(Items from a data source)
*** Block opens ***

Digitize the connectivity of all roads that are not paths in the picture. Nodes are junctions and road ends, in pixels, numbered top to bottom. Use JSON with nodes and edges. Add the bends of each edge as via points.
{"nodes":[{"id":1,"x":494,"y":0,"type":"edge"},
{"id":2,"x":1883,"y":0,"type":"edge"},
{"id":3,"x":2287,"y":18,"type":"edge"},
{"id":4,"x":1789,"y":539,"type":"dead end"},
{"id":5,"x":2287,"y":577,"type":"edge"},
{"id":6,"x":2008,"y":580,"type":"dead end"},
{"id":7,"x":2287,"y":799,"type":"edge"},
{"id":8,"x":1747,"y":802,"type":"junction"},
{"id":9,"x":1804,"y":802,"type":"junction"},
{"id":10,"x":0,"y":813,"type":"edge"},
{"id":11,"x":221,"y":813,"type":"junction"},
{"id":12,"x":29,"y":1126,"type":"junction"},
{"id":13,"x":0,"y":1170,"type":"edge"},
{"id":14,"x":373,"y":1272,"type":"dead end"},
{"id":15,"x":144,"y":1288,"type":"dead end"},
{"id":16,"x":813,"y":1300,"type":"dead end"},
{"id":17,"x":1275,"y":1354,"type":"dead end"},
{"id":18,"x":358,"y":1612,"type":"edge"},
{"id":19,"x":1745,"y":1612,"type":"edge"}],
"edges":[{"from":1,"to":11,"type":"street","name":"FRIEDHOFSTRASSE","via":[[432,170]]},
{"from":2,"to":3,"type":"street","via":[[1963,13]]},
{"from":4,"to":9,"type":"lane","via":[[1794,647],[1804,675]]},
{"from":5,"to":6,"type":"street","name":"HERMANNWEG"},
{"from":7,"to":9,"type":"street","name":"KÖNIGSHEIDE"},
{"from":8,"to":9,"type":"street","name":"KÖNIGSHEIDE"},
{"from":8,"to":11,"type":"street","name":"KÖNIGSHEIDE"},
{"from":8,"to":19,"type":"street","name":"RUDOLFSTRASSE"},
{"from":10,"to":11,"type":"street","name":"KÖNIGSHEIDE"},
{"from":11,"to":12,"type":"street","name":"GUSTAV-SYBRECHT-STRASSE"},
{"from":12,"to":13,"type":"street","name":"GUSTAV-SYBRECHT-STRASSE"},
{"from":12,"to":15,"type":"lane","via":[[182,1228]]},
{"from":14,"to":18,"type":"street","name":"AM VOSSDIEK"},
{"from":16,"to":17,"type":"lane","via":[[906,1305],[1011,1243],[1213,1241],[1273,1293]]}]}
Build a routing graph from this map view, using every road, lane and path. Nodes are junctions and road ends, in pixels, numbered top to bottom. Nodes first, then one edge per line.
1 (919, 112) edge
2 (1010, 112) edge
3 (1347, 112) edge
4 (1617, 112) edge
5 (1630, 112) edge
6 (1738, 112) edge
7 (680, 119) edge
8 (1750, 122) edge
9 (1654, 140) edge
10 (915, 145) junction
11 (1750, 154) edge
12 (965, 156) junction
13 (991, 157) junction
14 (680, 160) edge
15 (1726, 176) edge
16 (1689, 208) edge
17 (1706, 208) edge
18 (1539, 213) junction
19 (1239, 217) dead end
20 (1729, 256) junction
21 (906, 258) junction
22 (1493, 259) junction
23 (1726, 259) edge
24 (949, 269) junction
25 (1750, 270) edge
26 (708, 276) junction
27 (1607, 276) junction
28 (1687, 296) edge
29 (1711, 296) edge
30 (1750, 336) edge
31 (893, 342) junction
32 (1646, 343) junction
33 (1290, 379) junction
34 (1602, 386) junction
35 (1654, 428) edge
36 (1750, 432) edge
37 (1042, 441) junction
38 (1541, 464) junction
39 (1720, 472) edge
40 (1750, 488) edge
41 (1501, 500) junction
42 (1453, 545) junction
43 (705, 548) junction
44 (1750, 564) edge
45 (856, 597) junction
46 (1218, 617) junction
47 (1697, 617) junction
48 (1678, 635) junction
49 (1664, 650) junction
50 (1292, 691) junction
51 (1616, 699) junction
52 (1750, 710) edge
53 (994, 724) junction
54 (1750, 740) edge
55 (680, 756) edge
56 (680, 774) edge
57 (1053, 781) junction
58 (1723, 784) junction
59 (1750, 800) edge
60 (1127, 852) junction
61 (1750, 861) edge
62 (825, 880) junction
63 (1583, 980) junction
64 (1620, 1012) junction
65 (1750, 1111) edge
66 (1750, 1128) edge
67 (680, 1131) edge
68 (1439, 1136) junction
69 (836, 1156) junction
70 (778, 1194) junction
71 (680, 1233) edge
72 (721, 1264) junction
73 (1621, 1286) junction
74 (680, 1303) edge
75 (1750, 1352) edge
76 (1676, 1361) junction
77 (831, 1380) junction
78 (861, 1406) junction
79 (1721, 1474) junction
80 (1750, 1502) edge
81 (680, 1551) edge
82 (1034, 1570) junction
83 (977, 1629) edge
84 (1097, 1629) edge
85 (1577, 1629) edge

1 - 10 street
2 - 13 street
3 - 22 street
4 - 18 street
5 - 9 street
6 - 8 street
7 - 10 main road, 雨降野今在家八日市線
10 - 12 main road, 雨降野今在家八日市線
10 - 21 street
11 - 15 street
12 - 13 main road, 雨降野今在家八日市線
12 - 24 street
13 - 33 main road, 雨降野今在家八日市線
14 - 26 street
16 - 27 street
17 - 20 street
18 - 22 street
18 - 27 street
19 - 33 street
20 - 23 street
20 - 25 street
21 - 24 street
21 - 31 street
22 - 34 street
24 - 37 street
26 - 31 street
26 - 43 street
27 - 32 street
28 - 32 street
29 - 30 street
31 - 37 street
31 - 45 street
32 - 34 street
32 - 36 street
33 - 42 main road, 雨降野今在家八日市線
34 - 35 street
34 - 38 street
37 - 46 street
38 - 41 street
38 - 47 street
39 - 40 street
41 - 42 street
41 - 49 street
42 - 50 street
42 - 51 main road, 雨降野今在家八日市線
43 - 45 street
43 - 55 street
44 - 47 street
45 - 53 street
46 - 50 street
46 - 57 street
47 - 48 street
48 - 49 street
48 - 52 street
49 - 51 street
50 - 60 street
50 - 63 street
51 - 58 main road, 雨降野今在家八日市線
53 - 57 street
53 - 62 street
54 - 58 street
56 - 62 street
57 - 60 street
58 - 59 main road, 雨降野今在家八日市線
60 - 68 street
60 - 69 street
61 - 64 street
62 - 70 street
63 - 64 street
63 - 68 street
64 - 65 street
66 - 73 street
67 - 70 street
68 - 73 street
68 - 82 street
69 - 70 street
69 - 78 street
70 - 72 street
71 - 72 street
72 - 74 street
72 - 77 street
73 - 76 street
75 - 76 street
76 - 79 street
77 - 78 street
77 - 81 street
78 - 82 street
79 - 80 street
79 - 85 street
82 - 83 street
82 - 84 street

*** Block closes ***

◆ **What you have to do**
Above are the entries; copy out every line among them that contains the word "bottom".

◆ **Reply to the task**
Digitize the connectivity of all roads that are not paths in the picture. Nodes are junctions and road ends, in pixels, numbered top to bottom. Use JSON with nodes and edges. Add the bends of each edge as via points.
Build a routing graph from this map view, using every road, lane and path. Nodes are junctions and road ends, in pixels, numbered top to bottom. Nodes first, then one edge per line.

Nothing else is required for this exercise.